[[ Records shown open ]]
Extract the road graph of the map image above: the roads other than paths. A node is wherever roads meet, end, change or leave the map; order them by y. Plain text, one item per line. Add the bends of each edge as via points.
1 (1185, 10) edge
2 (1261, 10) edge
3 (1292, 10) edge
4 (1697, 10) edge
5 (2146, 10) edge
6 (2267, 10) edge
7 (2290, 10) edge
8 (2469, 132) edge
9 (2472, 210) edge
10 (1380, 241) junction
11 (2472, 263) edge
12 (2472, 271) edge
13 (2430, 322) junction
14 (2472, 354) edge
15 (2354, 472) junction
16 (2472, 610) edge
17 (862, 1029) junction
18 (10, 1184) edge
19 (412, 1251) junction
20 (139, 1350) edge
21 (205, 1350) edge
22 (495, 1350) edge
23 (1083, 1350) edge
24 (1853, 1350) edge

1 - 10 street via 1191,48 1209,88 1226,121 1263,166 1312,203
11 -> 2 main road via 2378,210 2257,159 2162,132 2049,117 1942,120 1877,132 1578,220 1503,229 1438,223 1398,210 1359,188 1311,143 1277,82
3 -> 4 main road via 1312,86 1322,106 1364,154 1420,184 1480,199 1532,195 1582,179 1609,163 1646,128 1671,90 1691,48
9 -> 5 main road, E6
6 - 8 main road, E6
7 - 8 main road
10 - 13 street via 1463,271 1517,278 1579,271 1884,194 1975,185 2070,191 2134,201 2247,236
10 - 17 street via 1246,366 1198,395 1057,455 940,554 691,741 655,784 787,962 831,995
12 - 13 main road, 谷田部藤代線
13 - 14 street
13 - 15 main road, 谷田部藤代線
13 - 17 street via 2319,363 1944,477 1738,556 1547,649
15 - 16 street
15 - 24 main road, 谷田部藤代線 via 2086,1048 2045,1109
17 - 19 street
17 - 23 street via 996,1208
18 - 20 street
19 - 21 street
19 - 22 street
[[ Records shown closed ]]
### To do
Each line shown above needs to be transcribed exactly.

### Task response
Extract the road graph of the map image above: the roads other than paths. A node is wherever roads meet, end, change or leave the map; order them by y. Plain text, one item per line. Add the bends of each edge as via points.
1 (1185, 10) edge
2 (1261, 10) edge
3 (1292, 10) edge
4 (1697, 10) edge
5 (2146, 10) edge
6 (2267, 10) edge
7 (2290, 10) edge
8 (2469, 132) edge
9 (2472, 210) edge
10 (1380, 241) junction
11 (2472, 263) edge
12 (2472, 271) edge
13 (2430, 322) junction
14 (2472, 354) edge
15 (2354, 472) junction
16 (2472, 610) edge
17 (862, 1029) junction
18 (10, 1184) edge
19 (412, 1251) junction
20 (139, 1350) edge
21 (205, 1350) edge
22 (495, 1350) edge
23 (1083, 1350) edge
24 (1853, 1350) edge

1 - 10 street via 1191,48 1209,88 1226,121 1263,166 1312,203
11 -> 2 main road via 2378,210 2257,159 2162,132 2049,117 1942,120 1877,132 1578,220 1503,229 1438,223 1398,210 1359,188 1311,143 1277,82
3 -> 4 main road via 1312,86 1322,106 1364,154 1420,184 1480,199 1532,195 1582,179 1609,163 1646,128 1671,90 1691,48
9 -> 5 main road, E6
6 - 8 main road, E6
7 - 8 main road
10 - 13 street via 1463,271 1517,278 1579,271 1884,194 1975,185 2070,191 2134,201 2247,236
10 - 17 street via 1246,366 1198,395 1057,455 940,554 691,741 655,784 787,962 831,995
12 - 13 main road, 谷田部藤代線
13 - 14 street
13 - 15 main road, 谷田部藤代線
13 - 17 street via 2319,363 1944,477 1738,556 1547,649
15 - 16 street
15 - 24 main road, 谷田部藤代線 via 2086,1048 2045,1109
17 - 19 street
17 - 23 street via 996,1208
18 - 20 street
19 - 21 street
19 - 22 street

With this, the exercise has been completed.